April Cleanup: bones; bad news at the fox den; help from my niece

So this is what the field looks like when I go three months without cleaning.  Well, I suppose it’s nice to be needed.  Not really.  Picked up 4 fat bags of trash today, 7 golf balls.  I spent about three hours just working on the hill, which I might usually spend thirty minutes on.  On the hill, I found what appears to be a cow femur.  Odd, since the nearest cow is at least one or two miles away.  It’s mostly clean and white, yet not desiccated, so it’s somewhat fresh.  One end was broken, the marrow eaten out, and it’s clearly been gnawed on.  I can’t imagine a coyote bringing down a full grown cow; perhaps one died by some other means, and the coyotes simply didn’t let it go to waste, and one strong-necked coyote decided to trot one all the way over here.
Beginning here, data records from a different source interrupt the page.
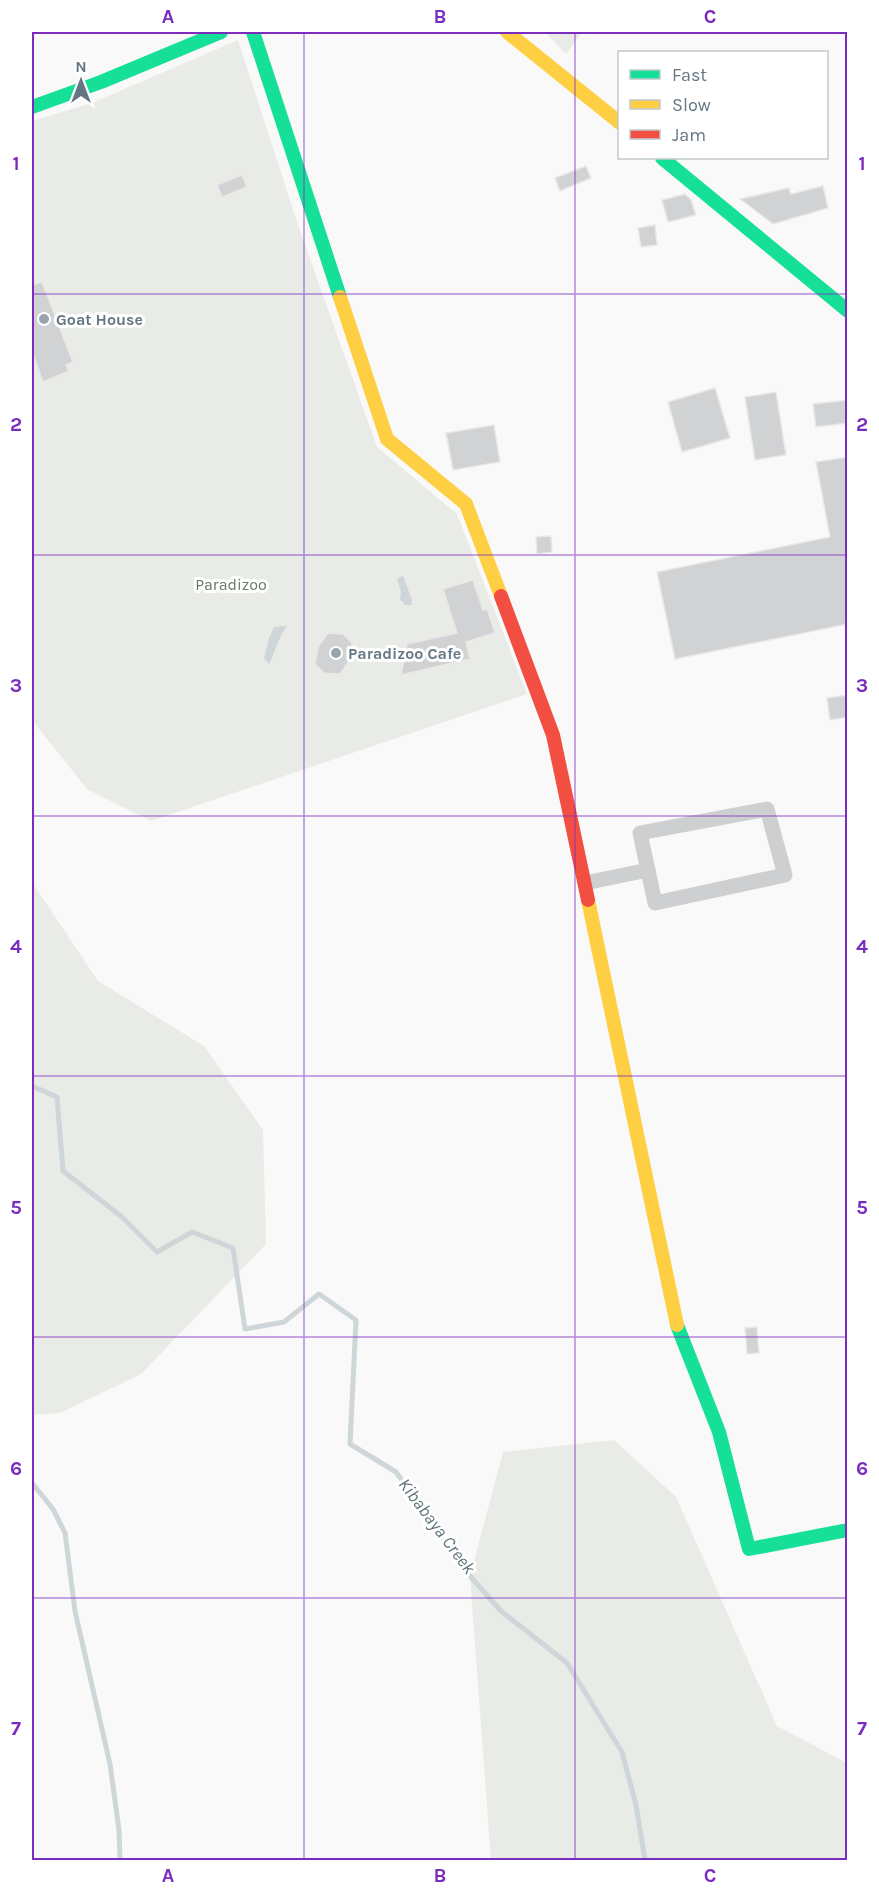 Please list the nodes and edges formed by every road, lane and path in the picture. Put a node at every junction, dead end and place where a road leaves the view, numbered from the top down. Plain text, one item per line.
1 (221, 32) edge
2 (253, 32) edge
3 (507, 32) edge
4 (32, 107) edge
5 (618, 121) edge
6 (663, 159) edge
7 (848, 311) edge
8 (648, 870) junction
9 (585, 884) junction
10 (848, 1530) edge

1 - 4 street
2 - 9 street
3 - 5 street
6 - 7 street
8 - 8 street
8 - 9 street
9 - 10 street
Under the stump of the tree wreck, I found the skull belonging to the animal whose bones I described some months ago.  I had found the mandible previously, but not the skull.  Now, it was just laying there.  It must either be a fox or a raccoon skull.  I thought a fox, but perhaps the nose is a bit short.  At the same place, beneath the cottonwood stump, I also noticed tiny, delicate bones, and found the inch-long jawbone of a field mouse (or some similar small rodent).  The fallen tree almost seems like a graveyard of some sort, a hallowed spot.  Later, as I walked toward the center of the field to grab a conspicuous bag, I was surprised to see another skull on the grass.  This one had a relatively short nose and large eyes.  Perhaps it was a raccoon, or a domestic cat, although I thought it was rather large for a cat.  These are the only skulls I’ve ever seen in the field.  (I didn’t take them, of course, as I think it’s better and more respectful to leave them in nature.  I took pictures of them.)
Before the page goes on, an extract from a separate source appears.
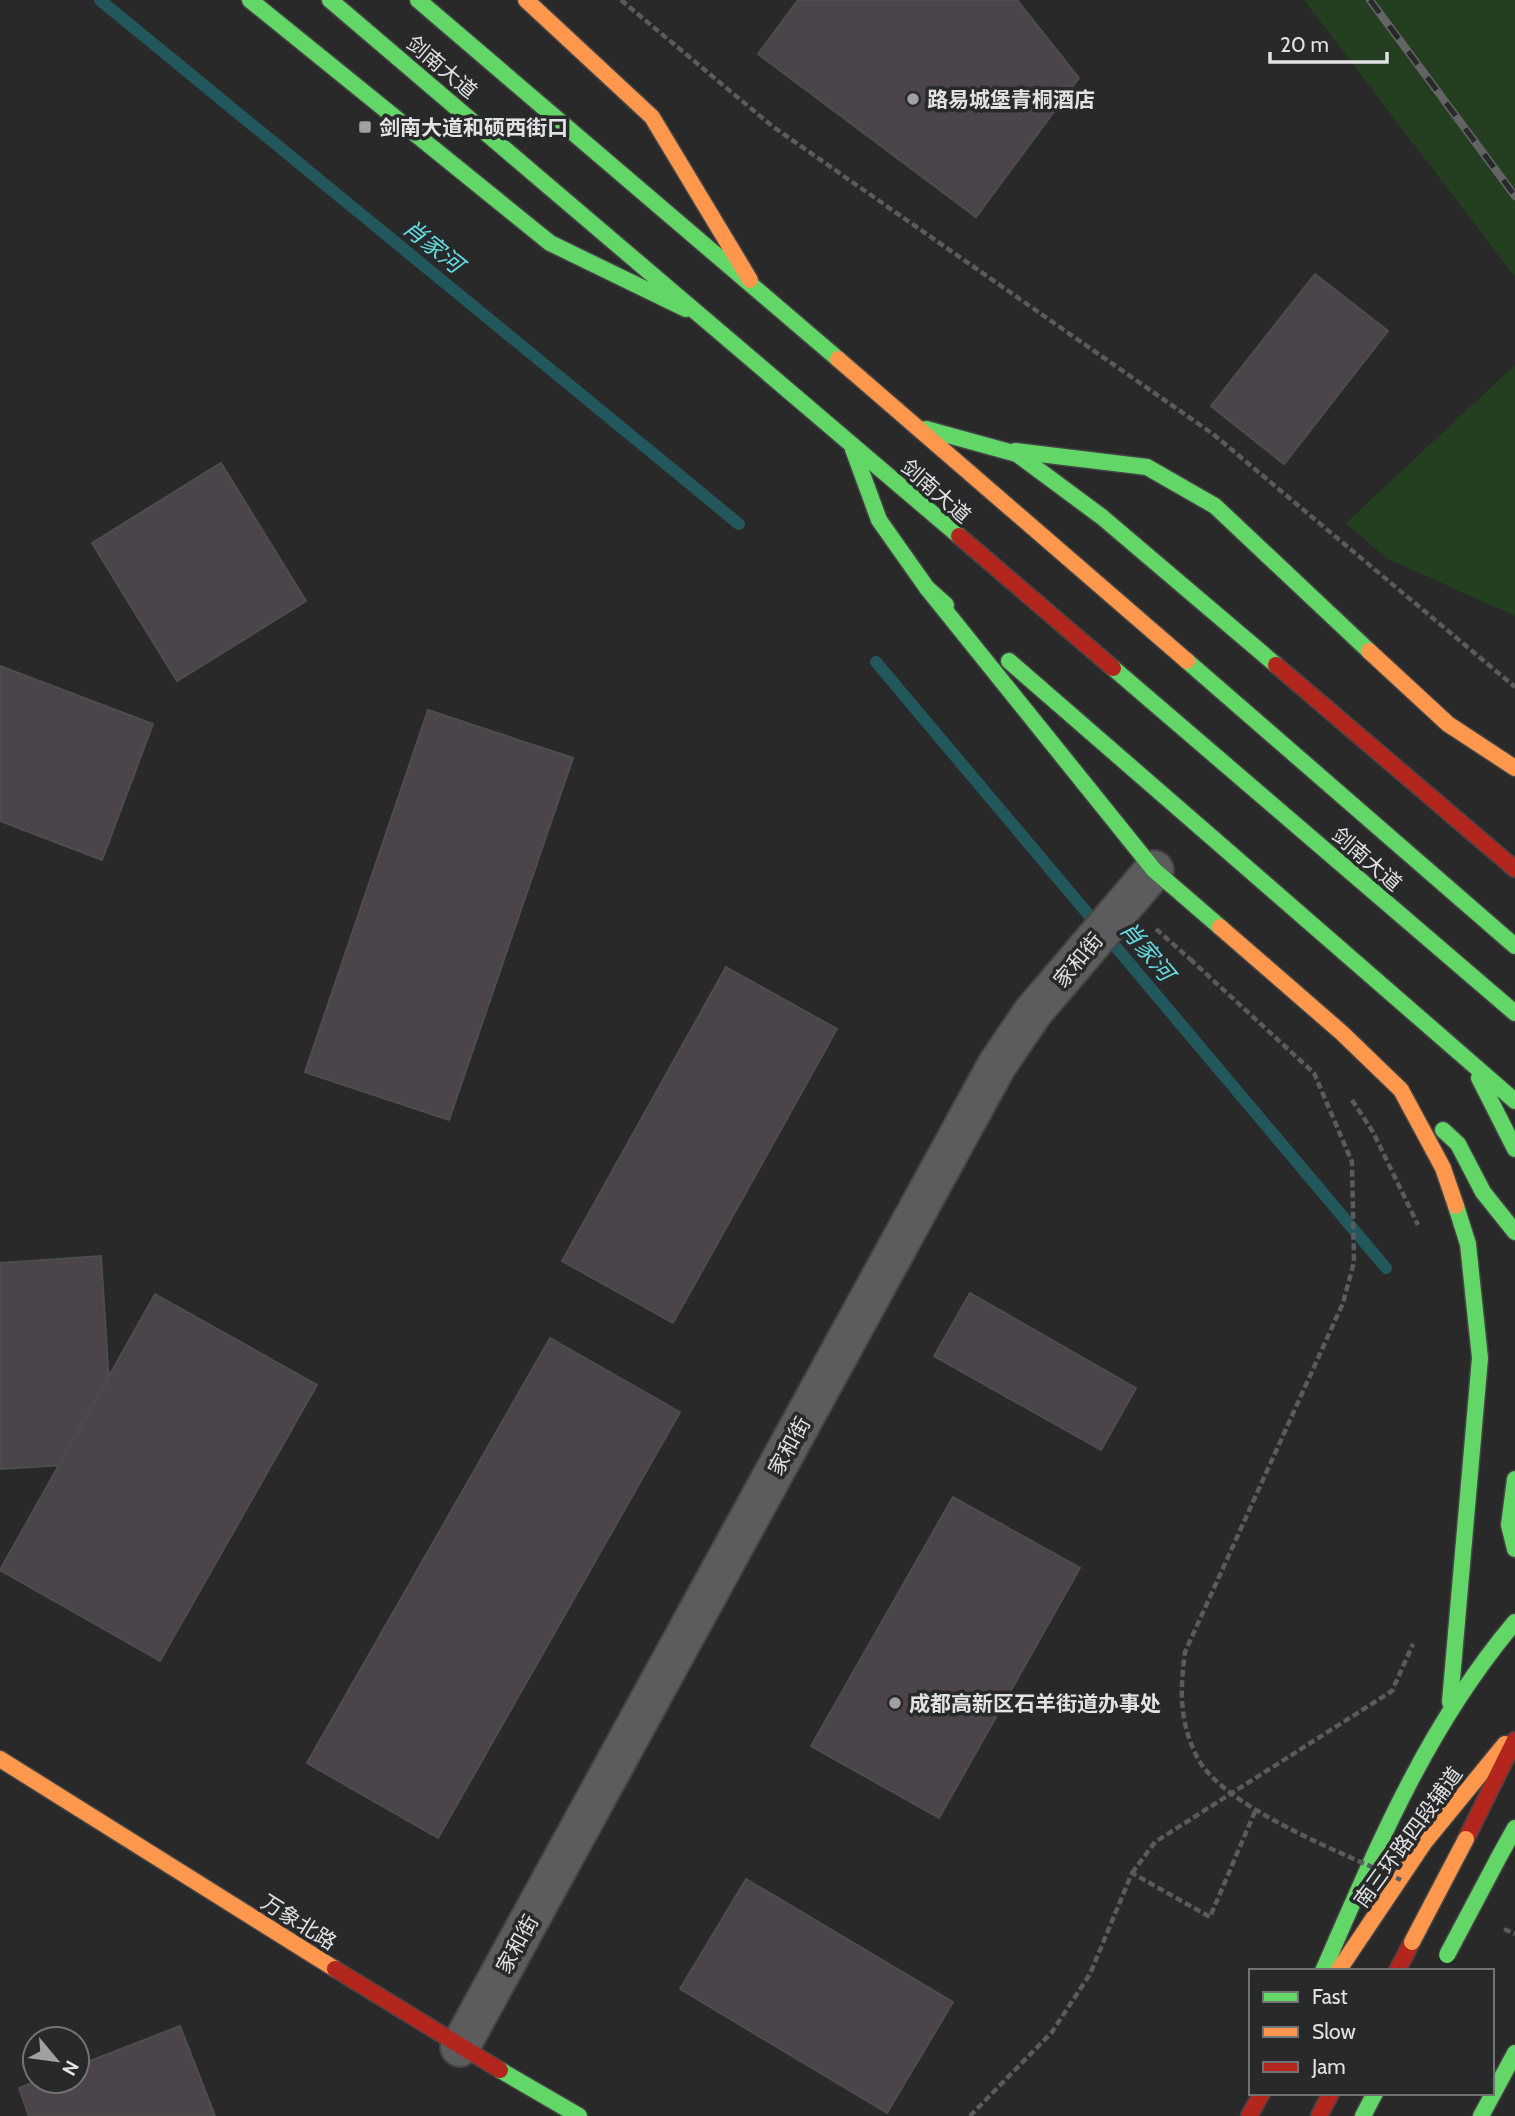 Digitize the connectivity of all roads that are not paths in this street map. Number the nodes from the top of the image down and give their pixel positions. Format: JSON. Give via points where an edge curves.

As the afternoon wore on I worked my way across the hill, west to east, and came near the fox den.  I hadn’t seen them lately, and wondered if there were any kits this year.  Kids have sledded on the hill very near the den this winter, crushing down all the tall grass, and I wondered if the lack of cover might have convinced them not to use the den this year.  Instead, I happened to stumble onto the den itself, a place I’ve always avoided before out of consideration for the foxes, and I worked the hill.  What I found outraged me.  Some bastard had plugged two entrances to the den with large rocks and wood.  A third hole, a little removed, was still clear.  Who would do this?  The sentiment I’ve seen in the past is positive, even protective, of the foxes and their cute little ones.  Who would want to get rid of our foxes?  Hopefully they weren’t in there when the exits were plugged.  What kind of person would do that?  I suppose the foxes just had to den somewhere else this year.  Thanks a lot, jerk.  It only takes a few malicious humans to mess things up.  I hope the foxes come back. I unplugged the den.  I’m sure something will move in; it’s too nice a hole in the ground to remain vacant. 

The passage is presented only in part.